» Task statement
Look through the entries below and report every line that has "岐阜巣南大野線".

(Collected data entries)
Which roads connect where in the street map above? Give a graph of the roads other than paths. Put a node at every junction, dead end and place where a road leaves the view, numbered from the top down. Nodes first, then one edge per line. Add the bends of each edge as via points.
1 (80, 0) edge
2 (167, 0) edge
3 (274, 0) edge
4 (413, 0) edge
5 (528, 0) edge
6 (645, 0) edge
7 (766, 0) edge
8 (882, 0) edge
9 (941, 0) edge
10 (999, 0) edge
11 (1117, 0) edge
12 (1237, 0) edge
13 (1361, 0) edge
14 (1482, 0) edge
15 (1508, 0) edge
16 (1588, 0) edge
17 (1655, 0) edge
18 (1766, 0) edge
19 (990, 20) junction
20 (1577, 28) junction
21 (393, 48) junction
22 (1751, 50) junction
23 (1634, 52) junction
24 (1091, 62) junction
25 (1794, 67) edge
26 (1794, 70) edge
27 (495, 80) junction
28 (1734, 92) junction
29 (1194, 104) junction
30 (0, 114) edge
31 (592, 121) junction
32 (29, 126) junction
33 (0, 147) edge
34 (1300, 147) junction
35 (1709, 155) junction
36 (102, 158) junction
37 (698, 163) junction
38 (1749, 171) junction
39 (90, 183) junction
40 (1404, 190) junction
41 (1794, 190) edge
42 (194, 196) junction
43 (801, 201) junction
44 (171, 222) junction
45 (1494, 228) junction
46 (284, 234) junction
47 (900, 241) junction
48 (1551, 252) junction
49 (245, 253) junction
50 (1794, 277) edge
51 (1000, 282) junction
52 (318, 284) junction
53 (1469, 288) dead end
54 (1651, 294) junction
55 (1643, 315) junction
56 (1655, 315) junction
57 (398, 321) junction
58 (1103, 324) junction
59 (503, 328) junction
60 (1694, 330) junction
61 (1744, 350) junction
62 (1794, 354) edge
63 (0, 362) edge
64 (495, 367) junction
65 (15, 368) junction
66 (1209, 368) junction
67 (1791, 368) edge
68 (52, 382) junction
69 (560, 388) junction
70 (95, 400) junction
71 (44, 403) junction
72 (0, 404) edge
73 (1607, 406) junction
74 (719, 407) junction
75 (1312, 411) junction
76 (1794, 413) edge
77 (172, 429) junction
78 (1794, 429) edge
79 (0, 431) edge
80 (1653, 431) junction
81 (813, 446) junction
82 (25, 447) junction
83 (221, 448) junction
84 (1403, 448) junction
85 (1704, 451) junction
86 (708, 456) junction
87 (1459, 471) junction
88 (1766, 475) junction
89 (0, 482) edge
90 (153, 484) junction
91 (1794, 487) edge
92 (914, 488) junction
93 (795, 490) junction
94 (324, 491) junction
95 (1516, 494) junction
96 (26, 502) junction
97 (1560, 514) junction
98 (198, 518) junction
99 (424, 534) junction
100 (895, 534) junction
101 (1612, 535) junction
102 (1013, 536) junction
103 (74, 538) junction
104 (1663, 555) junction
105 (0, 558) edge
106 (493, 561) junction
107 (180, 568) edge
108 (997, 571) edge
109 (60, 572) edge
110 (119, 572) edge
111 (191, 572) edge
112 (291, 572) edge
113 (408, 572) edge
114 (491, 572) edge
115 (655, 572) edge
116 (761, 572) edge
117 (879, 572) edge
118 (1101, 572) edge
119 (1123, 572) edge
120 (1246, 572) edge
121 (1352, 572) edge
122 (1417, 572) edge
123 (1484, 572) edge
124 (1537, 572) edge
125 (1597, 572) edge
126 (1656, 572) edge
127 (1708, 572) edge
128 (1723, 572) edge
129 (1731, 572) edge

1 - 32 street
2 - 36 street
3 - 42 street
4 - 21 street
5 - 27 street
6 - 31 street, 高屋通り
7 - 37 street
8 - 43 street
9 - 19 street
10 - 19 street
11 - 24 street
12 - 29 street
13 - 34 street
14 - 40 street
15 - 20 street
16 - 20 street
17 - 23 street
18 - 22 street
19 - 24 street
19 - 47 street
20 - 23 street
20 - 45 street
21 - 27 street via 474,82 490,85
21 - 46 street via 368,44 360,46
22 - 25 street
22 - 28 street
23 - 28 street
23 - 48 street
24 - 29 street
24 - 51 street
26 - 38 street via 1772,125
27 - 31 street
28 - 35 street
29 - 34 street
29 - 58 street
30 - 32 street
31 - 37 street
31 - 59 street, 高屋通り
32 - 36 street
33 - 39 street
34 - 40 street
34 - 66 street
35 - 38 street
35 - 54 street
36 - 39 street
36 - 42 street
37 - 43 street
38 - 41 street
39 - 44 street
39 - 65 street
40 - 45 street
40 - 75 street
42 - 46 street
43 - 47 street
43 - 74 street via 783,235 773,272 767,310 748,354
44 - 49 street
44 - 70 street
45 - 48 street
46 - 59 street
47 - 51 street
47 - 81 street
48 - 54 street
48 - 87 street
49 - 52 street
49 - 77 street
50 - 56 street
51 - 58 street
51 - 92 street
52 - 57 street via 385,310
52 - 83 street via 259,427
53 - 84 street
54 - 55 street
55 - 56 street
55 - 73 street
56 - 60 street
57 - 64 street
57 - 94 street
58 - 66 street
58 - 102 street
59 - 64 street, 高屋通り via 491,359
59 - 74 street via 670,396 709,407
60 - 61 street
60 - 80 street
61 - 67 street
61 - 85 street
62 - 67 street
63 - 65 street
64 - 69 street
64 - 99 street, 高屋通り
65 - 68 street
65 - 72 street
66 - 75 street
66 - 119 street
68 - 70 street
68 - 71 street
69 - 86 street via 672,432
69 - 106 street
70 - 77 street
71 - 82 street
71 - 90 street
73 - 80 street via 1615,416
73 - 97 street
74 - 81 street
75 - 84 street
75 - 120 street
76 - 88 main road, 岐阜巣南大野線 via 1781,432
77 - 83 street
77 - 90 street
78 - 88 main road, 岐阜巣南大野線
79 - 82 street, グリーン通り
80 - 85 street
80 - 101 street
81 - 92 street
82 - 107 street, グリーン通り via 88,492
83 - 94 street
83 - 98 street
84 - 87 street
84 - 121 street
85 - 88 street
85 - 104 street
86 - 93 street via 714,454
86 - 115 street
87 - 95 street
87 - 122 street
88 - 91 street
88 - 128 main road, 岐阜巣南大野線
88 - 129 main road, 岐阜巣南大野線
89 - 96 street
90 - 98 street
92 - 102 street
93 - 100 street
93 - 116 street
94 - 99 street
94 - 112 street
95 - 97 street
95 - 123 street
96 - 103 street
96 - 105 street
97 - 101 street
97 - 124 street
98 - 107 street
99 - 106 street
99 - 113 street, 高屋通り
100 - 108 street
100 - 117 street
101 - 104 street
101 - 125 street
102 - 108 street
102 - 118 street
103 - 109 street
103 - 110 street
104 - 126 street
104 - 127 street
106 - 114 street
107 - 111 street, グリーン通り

» Solved problem
76 - 88 main road, 岐阜巣南大野線 via 1781,432
78 - 88 main road, 岐阜巣南大野線
88 - 128 main road, 岐阜巣南大野線
88 - 129 main road, 岐阜巣南大野線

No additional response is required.